Depending on one’s level of inebriation, the slice may make more contact with the sidewalk than one’s mouth (much to the delight of my Springer Spaniel, whose breakfast often consists of street crusts from the night before). However, the whole dollar slice dance is distinctly different from how pizza exists and is eaten in its birthplace, Naples. In Naples, pizza is a slightly more polished affair – eaten while sitting at a table with a fork and knife. This is a big no-no in NYC unless you want to look like a pretentious prick. In my opinion, pizza should be eaten with your hands – it literally has a built-in handle.

 

 

 

@nycpizzareview

 

 

An average New York pie clocks in at a hefty 18-inches (about 46 cm) in diameter.
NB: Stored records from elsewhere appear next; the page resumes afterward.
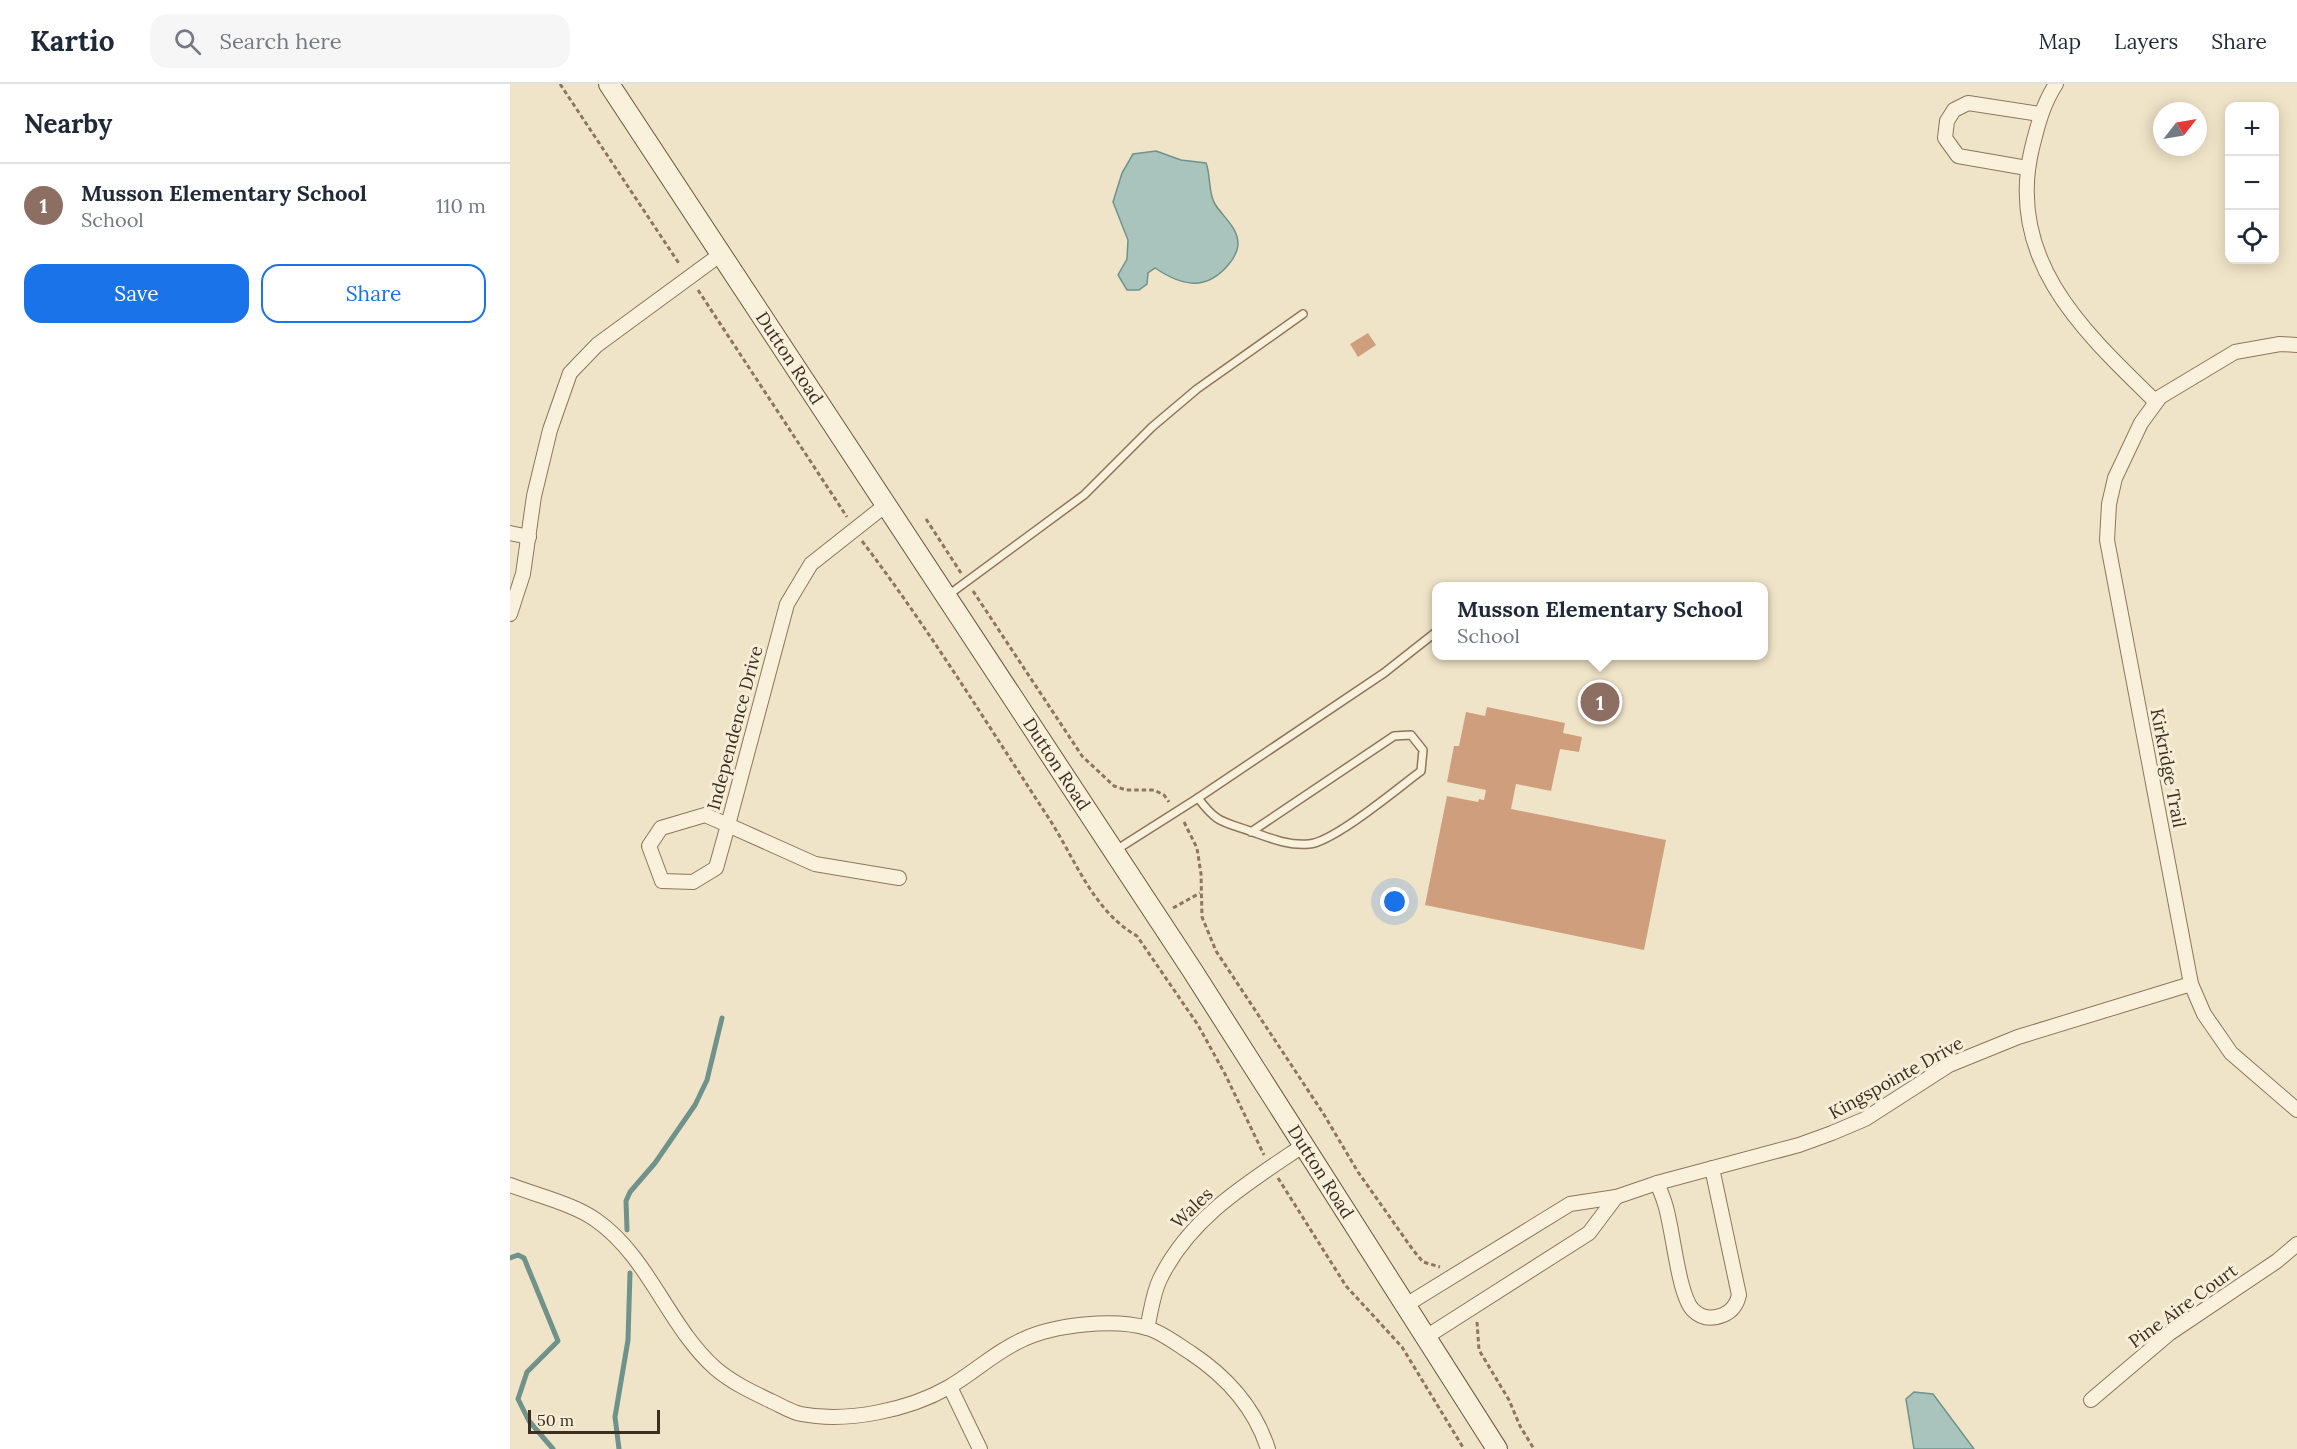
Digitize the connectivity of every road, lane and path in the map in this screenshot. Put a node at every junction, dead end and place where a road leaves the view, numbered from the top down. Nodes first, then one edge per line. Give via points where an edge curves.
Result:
1 (560, 84) edge
2 (609, 84) edge
3 (2056, 84) edge
4 (2040, 114) junction
5 (2027, 168) junction
6 (721, 254) junction
7 (689, 277) junction
8 (1303, 314) dead end
9 (2297, 345) edge
10 (2156, 402) junction
11 (887, 504) junction
12 (926, 519) dead end
13 (854, 529) junction
14 (510, 533) edge
15 (529, 537) junction
16 (967, 581) junction
17 (947, 596) junction
18 (510, 614) edge
19 (1432, 636) edge
20 (1198, 798) junction
21 (1176, 812) junction
22 (728, 825) junction
23 (1251, 832) junction
24 (1114, 851) junction
25 (899, 878) dead end
26 (1200, 893) junction
27 (1177, 905) dead end
28 (2191, 984) junction
29 (2297, 1110) edge
30 (1304, 1145) junction
31 (1271, 1167) junction
32 (1712, 1168) junction
33 (1657, 1183) junction
34 (510, 1185) edge
35 (1616, 1197) junction
36 (2297, 1244) edge
37 (1449, 1279) junction
38 (1406, 1305) junction
39 (1469, 1310) junction
40 (1147, 1328) junction
41 (1426, 1337) junction
42 (950, 1387) junction
43 (2091, 1400) dead end
44 (980, 1449) edge
45 (1268, 1449) edge
46 (1464, 1449) edge
47 (1497, 1449) edge
48 (1534, 1449) edge

1 - 7 path
2 - 6 street, Dutton Road
3 - 4 street
4 - 5 street
4 - 5 street via 1968,103 1954,110 1947,121 1945,138 1958,156
5 - 10 street via 2029,218 2041,264 2057,296 2095,343
6 - 7 street
6 - 11 street, Dutton Road
7 - 13 path
7 - 15 street via 597,345 570,373 550,430
8 - 16 lane via 1197,389 1152,427 1084,495
9 - 10 street, Kirkridge Trail via 2235,352
10 - 28 street, Kirkridge Trail via 2140,423 2115,478 2107,540
11 - 13 street, Independence Drive
11 - 17 street, Dutton Road
12 - 16 path
13 - 22 street, Independence Drive via 811,564 787,604
13 - 31 path via 1021,776 1101,903 1123,928 1137,936 1198,1025
14 - 15 street
15 - 18 street via 523,574
16 - 17 lane
16 - 21 path via 1082,756 1114,786 1154,790 1164,795
17 - 24 street, Dutton Road
19 - 20 lane via 1384,674
20 - 21 lane
20 - 23 lane via 1213,818
21 - 24 lane
21 - 26 path via 1197,848
22 - 22 street via 705,815 661,828 649,846 662,881 693,882 716,868
22 - 25 street, Independence Drive via 815,864
23 - 23 lane via 1288,844 1312,844 1341,829 1421,771 1423,750 1411,735 1394,736
24 - 30 street, Dutton Road
26 - 27 path
26 - 37 path via 1207,935 1240,990 1413,1250 1423,1262 1441,1267
28 - 29 street, Kirkridge Trail via 2204,1014 2231,1053
28 - 32 street, Kingspointe Drive via 2018,1037 1949,1065 1865,1119 1832,1133
30 - 31 street, Wales
30 - 38 street, Dutton Road
31 - 40 street, Wales via 1215,1208 1183,1240 1160,1280
31 - 46 path via 1346,1286 1402,1347
32 - 33 street, Kingspointe Drive
32 - 33 street via 1739,1295 1727,1314 1715,1318 1701,1316 1691,1309
33 - 35 street, Kingspointe Drive
34 - 42 street via 596,1219 625,1248 715,1368 749,1391 800,1414 854,1416 908,1406
35 - 37 street, Kingspointe Drive via 1570,1204
35 - 39 street via 1588,1233
36 - 43 street, Pine Aire Court via 2170,1334
37 - 38 street, Kingspointe Drive
38 - 41 street, Dutton Road
39 - 41 street
39 - 48 path via 1477,1322 1481,1354
40 - 42 street via 1078,1324 1024,1338 982,1362
40 - 45 street via 1182,1347 1225,1380 1243,1400
41 - 47 street, Dutton Road
42 - 44 street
The pie is then cut into exactly eight slices, each wide enough to be folded in half with one hand, the New York style of ingesting a slice. On the other hand, “true” Pizza Napoletana has legally been defined (no joke) in the E.U. since 2009 as “a round product baked in the oven with a variable diameter not exceeding 35 cm [13.78-inches] and a raised rim and the central part is garnished. The central part is 0.4 cm thick, with a tolerance of ± 10%, and the rim is 1-2 cm thick”. The organization behind the regulation, Associazione Verace Pizza Napoletana, claims that the law gives the pizza “maximum dignity…defending its uniqueness and peculiarity”. 

 

 

 

@martinareggia

 

 

In addition to the mythical NYC tap water, the dough for NYC pizza, which is crisp along the edges, contains sugar and olive oil, unlike Neapolitan pies. The tomato sauce is heavily seasoned with garlic, oregano, basil, and red pepper. On a “regular cheese pizza,” the mozzarella is always grated, never sliced. However, the sauce on an authentic Neapolitan pie (again, it’s the law) must contain only tomatoes and salt and be topped with fresh mozzarella.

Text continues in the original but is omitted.